• Work to be completed
Line by line, set down all the data below exactly, omitting any picture.

Top of Listed entries

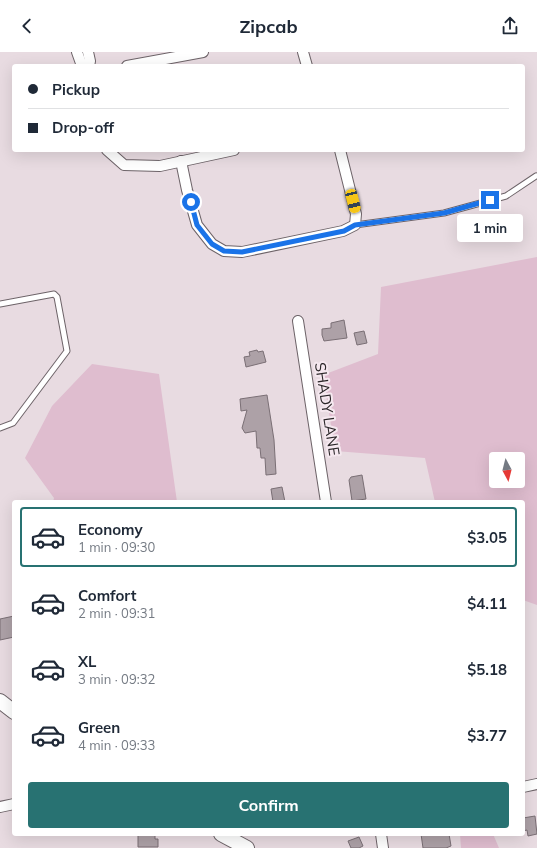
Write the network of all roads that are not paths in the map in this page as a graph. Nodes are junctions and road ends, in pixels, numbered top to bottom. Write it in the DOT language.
graph roads {
  1 [pos="77,52"];
  2 [pos="88,52"];
  3 [pos="203,52"];
  4 [pos="303,52"];
  5 [pos="81,64"];
  6 [pos="89,64"];
  7 [pos="138,64"];
  8 [pos="306,64"];
  9 [pos="109,152"];
  10 [pos="224,152"];
  11 [pos="340,152"];
  12 [pos="181,161"];
  13 [pos="536,176"];
  14 [pos="355,225"];
  15 [pos="0,304"];
  16 [pos="298,321"];
  17 [pos="0,428"];
  18 [pos="326,500"];
  19 [pos="0,701"];
  20 [pos="12,710"];
  21 [pos="537,784"];
  22 [pos="525,787"];
  23 [pos="12,804"];
  24 [pos="0,807"];
  25 [pos="225,836"];
  26 [pos="381,836"];
  27 [pos="247,848"];
  28 [pos="384,848"];
  1 -- 5 [label="street"];
  2 -- 6 [label="street"];
  3 -- 7 [label="street"];
  4 -- 8 [label="street"];
  9 -- 12 [label="street"];
  10 -- 12 [label="street"];
  11 -- 14 [label="street"];
  12 -- 14 [label="street"];
  13 -- 14 [label="lane"];
  15 -- 17 [label="lane"];
  16 -- 18 [label="street, SHADY LANE"];
  19 -- 20 [label="street"];
  21 -- 22 [label="street"];
  23 -- 24 [label="street"];
  25 -- 27 [label="street"];
  26 -- 28 [label="street"];
}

Bottom of Listed entries

• Answer for this exercise
Write the network of all roads that are not paths in the map in this page as a graph. Nodes are junctions and road ends, in pixels, numbered top to bottom. Write it in the DOT language.
graph roads {
  1 [pos="77,52"];
  2 [pos="88,52"];
  3 [pos="203,52"];
  4 [pos="303,52"];
  5 [pos="81,64"];
  6 [pos="89,64"];
  7 [pos="138,64"];
  8 [pos="306,64"];
  9 [pos="109,152"];
  10 [pos="224,152"];
  11 [pos="340,152"];
  12 [pos="181,161"];
  13 [pos="536,176"];
  14 [pos="355,225"];
  15 [pos="0,304"];
  16 [pos="298,321"];
  17 [pos="0,428"];
  18 [pos="326,500"];
  19 [pos="0,701"];
  20 [pos="12,710"];
  21 [pos="537,784"];
  22 [pos="525,787"];
  23 [pos="12,804"];
  24 [pos="0,807"];
  25 [pos="225,836"];
  26 [pos="381,836"];
  27 [pos="247,848"];
  28 [pos="384,848"];
  1 -- 5 [label="street"];
  2 -- 6 [label="street"];
  3 -- 7 [label="street"];
  4 -- 8 [label="street"];
  9 -- 12 [label="street"];
  10 -- 12 [label="street"];
  11 -- 14 [label="street"];
  12 -- 14 [label="street"];
  13 -- 14 [label="lane"];
  15 -- 17 [label="lane"];
  16 -- 18 [label="street, SHADY LANE"];
  19 -- 20 [label="street"];
  21 -- 22 [label="street"];
  23 -- 24 [label="street"];
  25 -- 27 [label="street"];
  26 -- 28 [label="street"];
}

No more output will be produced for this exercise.